Exercise brief:
Can you transcribe the data exactly? Leave the pictures out.

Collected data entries
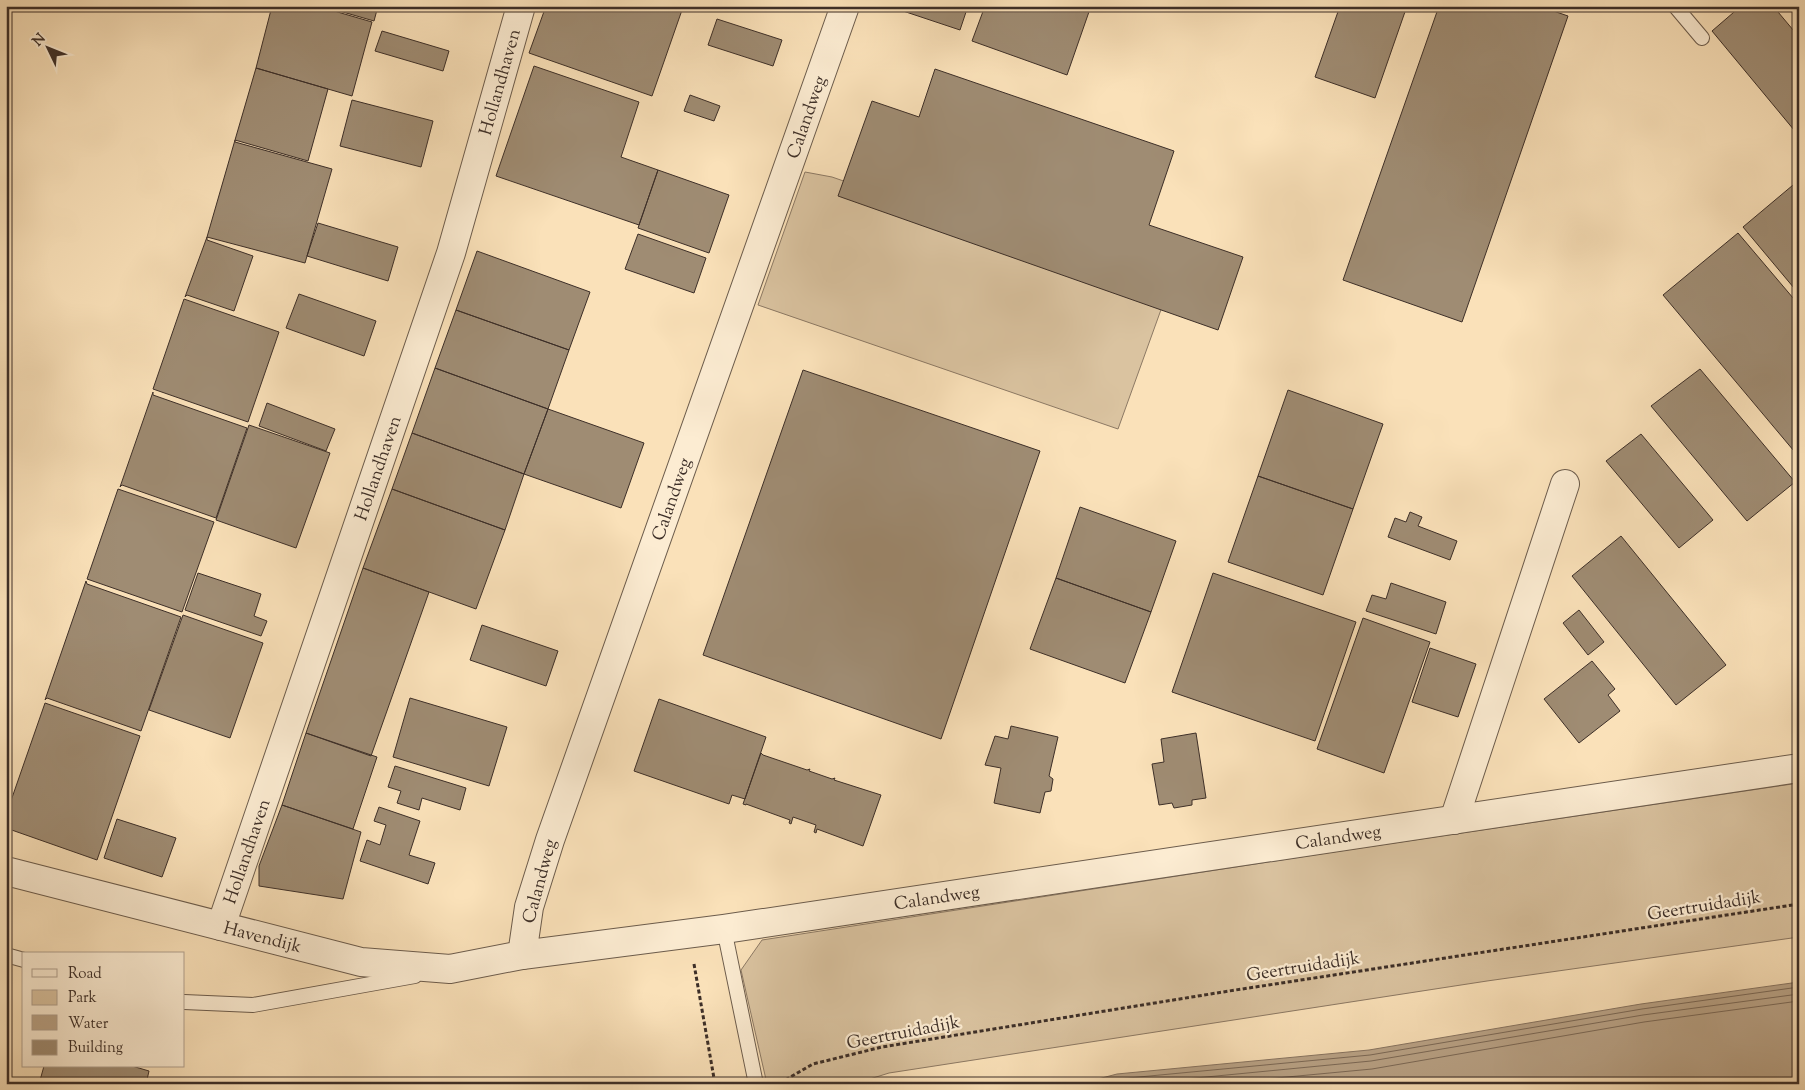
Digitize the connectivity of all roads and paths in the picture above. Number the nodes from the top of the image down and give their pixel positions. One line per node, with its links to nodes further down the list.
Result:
1 (521, 6): 10 (street, Hollandhaven)
2 (845, 6): 14 (street, Calandweg)
3 (1675, 6): 4 (lane)
4 (1702, 38)
5 (1566, 484): 7 (street)
6 (1799, 768): 7 (street, Calandweg)
7 (1454, 820): 11 (street, Calandweg)
8 (6, 871): 10 (street, Havendijk)
9 (1799, 904): 20 (path, Geertruidadijk)
10 (221, 926): 16 (street, Havendijk)
11 (724, 929): 12 (street, Calandweg); 19 (lane)
12 (688, 934): 14 (street, Calandweg); 18 (path)
13 (6, 955): 15 (lane)
14 (522, 955): 16 (street, Havendijk)
15 (22, 959)
16 (450, 969): 17 (lane)
17 (185, 1002)
18 (715, 1084)
19 (756, 1084)
20 (778, 1084)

Task response:
Digitize the connectivity of all roads and paths in the picture above. Number the nodes from the top of the image down and give their pixel positions. One line per node, with its links to nodes further down the list.
Result:
1 (521, 6): 10 (street, Hollandhaven)
2 (845, 6): 14 (street, Calandweg)
3 (1675, 6): 4 (lane)
4 (1702, 38)
5 (1566, 484): 7 (street)
6 (1799, 768): 7 (street, Calandweg)
7 (1454, 820): 11 (street, Calandweg)
8 (6, 871): 10 (street, Havendijk)
9 (1799, 904): 20 (path, Geertruidadijk)
10 (221, 926): 16 (street, Havendijk)
11 (724, 929): 12 (street, Calandweg); 19 (lane)
12 (688, 934): 14 (street, Calandweg); 18 (path)
13 (6, 955): 15 (lane)
14 (522, 955): 16 (street, Havendijk)
15 (22, 959)
16 (450, 969): 17 (lane)
17 (185, 1002)
18 (715, 1084)
19 (756, 1084)
20 (778, 1084)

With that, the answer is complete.